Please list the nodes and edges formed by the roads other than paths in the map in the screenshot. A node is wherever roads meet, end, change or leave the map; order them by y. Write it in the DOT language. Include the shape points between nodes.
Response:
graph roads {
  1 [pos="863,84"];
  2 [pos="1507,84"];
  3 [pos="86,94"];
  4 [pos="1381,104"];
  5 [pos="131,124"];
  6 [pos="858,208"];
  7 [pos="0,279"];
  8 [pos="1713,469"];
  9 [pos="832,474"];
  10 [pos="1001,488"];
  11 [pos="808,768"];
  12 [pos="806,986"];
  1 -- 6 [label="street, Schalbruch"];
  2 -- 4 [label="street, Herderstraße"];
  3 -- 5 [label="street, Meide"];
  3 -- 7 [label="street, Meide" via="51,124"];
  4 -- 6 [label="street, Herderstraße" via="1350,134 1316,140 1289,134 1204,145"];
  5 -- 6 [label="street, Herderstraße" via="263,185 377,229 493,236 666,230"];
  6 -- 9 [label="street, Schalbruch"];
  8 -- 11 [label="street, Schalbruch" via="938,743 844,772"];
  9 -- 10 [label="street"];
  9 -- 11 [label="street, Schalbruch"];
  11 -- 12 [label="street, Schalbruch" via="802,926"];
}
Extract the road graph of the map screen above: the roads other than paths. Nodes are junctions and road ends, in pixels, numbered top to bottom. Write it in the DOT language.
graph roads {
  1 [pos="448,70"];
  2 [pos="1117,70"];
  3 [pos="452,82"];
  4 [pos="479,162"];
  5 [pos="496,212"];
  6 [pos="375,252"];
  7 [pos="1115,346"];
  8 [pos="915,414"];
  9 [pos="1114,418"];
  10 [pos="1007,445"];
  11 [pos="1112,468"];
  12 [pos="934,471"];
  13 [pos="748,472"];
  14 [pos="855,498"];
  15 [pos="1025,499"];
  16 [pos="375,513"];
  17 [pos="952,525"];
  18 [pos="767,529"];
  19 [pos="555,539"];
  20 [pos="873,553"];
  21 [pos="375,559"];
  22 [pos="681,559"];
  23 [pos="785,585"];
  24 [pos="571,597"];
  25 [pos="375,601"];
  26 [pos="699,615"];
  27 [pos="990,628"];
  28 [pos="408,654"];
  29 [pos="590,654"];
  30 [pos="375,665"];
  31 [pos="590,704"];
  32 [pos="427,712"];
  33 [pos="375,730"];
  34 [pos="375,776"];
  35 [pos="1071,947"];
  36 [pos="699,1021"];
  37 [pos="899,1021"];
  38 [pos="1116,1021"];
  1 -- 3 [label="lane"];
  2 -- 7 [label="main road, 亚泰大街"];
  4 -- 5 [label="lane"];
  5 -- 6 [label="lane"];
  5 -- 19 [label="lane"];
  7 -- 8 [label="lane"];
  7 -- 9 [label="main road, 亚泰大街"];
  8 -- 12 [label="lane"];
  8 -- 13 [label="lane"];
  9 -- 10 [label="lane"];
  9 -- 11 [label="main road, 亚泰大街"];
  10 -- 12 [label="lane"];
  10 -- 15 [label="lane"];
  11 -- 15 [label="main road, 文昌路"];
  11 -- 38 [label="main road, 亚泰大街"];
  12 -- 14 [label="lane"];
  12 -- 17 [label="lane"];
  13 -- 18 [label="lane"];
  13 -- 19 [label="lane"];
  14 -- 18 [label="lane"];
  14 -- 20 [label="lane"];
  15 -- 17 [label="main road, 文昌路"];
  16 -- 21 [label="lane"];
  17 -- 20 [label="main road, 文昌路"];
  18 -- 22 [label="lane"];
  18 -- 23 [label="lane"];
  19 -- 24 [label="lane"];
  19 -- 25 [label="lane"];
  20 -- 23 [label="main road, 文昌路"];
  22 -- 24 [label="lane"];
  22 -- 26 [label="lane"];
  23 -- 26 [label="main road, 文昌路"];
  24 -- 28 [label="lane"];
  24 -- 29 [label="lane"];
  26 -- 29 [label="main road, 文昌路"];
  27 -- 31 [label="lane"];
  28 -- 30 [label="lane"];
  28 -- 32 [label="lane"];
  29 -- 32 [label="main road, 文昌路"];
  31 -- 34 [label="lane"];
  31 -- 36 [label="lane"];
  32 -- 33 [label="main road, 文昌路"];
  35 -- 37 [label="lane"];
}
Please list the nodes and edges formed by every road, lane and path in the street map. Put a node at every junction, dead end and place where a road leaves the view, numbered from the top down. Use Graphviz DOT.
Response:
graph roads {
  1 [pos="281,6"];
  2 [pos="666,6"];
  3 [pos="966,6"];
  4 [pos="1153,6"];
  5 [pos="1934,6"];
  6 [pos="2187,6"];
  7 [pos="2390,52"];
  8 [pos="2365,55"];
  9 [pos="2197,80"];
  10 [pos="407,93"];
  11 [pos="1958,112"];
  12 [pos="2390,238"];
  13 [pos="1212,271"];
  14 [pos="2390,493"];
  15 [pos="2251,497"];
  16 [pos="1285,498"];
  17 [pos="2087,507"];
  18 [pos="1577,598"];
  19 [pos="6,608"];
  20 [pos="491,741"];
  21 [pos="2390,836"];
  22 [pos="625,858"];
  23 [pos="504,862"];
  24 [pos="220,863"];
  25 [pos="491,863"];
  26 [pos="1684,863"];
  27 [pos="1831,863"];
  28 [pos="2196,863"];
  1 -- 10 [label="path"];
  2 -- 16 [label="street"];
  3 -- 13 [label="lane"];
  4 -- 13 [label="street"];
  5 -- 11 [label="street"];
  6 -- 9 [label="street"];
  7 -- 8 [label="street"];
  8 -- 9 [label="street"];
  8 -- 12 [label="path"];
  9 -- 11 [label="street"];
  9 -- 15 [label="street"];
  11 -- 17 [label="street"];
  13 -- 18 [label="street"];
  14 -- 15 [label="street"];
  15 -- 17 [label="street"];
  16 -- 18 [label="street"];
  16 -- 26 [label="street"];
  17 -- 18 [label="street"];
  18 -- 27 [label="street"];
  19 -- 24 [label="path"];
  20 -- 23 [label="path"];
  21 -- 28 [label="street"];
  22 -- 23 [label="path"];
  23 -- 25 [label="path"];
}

§ AIM OF THE TASK: Starting from the records above, filter out all lines except those containing the word "Herderstraße".

§ SOLUTION BELOW:
  2 -- 4 [label="street, Herderstraße"];
  4 -- 6 [label="street, Herderstraße" via="1350,134 1316,140 1289,134 1204,145"];
  5 -- 6 [label="street, Herderstraße" via="263,185 377,229 493,236 666,230"];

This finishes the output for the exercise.